Dataset records —

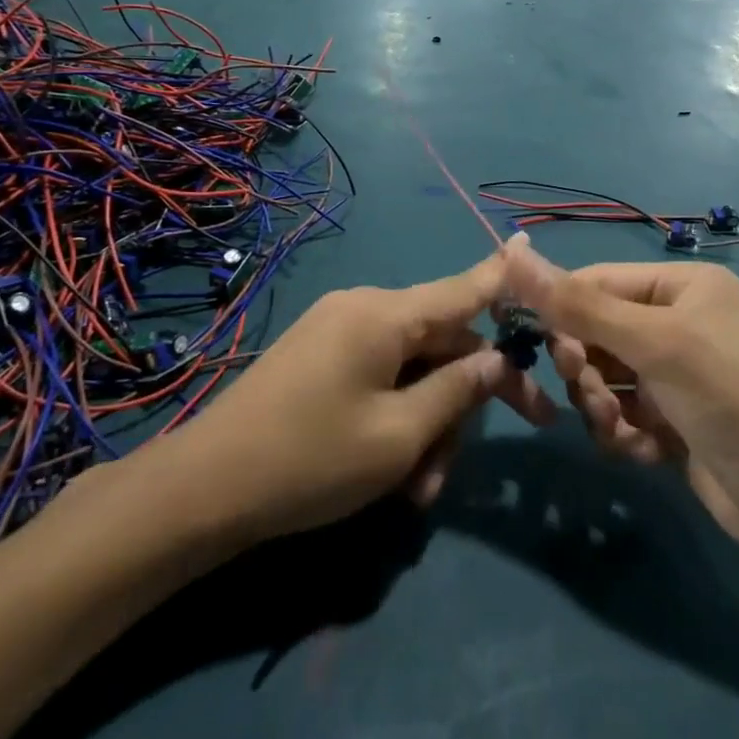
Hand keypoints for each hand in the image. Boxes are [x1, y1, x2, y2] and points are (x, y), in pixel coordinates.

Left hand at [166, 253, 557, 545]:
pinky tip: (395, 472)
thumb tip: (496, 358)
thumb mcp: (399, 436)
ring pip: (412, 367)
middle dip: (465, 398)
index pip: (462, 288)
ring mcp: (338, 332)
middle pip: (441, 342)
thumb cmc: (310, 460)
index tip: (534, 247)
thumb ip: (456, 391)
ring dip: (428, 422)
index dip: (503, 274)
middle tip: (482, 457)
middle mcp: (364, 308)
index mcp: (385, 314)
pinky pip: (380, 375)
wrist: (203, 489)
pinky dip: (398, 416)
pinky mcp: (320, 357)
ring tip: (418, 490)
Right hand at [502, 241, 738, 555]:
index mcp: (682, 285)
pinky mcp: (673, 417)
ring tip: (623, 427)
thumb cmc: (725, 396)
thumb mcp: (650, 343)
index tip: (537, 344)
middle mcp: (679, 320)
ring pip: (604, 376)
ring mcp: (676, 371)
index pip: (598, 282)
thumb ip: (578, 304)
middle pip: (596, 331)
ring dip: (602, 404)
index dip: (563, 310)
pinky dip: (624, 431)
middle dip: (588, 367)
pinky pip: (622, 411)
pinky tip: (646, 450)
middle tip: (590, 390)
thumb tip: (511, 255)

--

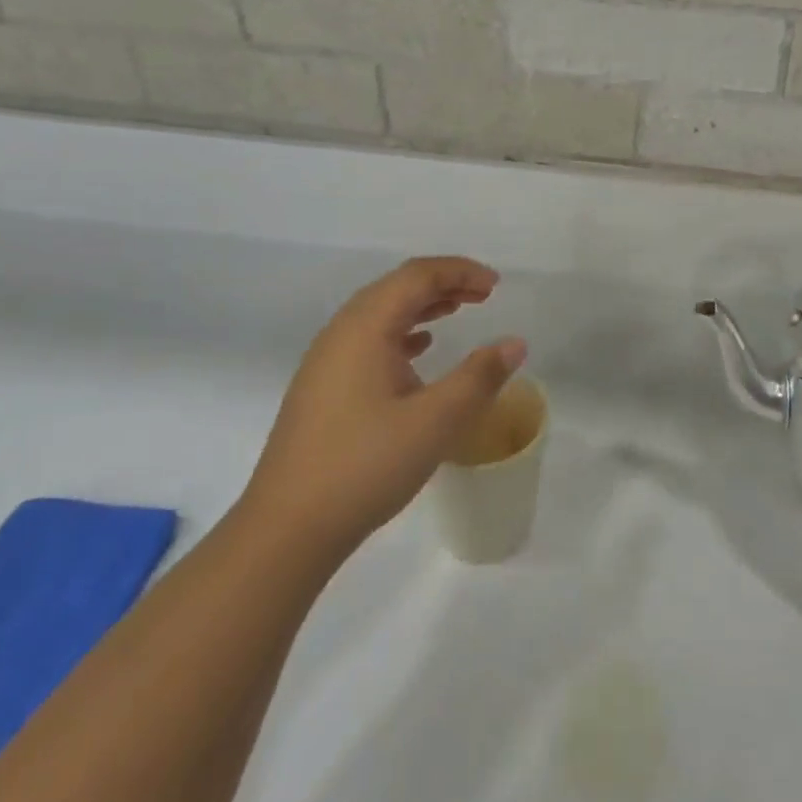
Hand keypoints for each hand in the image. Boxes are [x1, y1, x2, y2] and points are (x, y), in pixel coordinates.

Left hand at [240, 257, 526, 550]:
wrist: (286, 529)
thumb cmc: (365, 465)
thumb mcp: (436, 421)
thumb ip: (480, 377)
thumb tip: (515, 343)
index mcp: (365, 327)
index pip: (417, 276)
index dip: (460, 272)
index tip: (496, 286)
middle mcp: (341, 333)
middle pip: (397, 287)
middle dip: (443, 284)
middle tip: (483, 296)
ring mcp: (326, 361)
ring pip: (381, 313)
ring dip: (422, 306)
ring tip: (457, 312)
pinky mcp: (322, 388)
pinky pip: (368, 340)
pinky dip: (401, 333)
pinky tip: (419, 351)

...

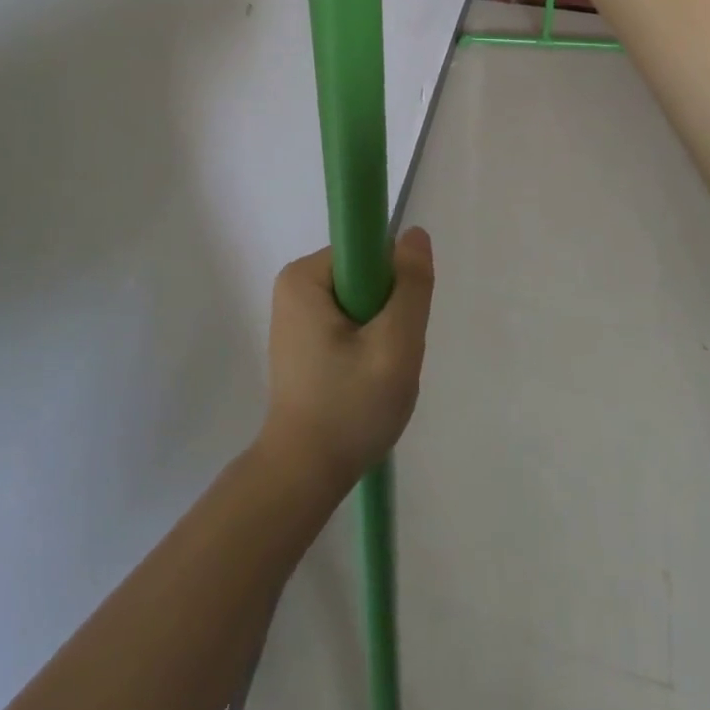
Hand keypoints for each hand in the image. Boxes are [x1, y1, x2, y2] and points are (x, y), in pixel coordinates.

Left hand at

Task to complete —
A single number is required: how many lines in the material hold the word "Left".

Task result —
3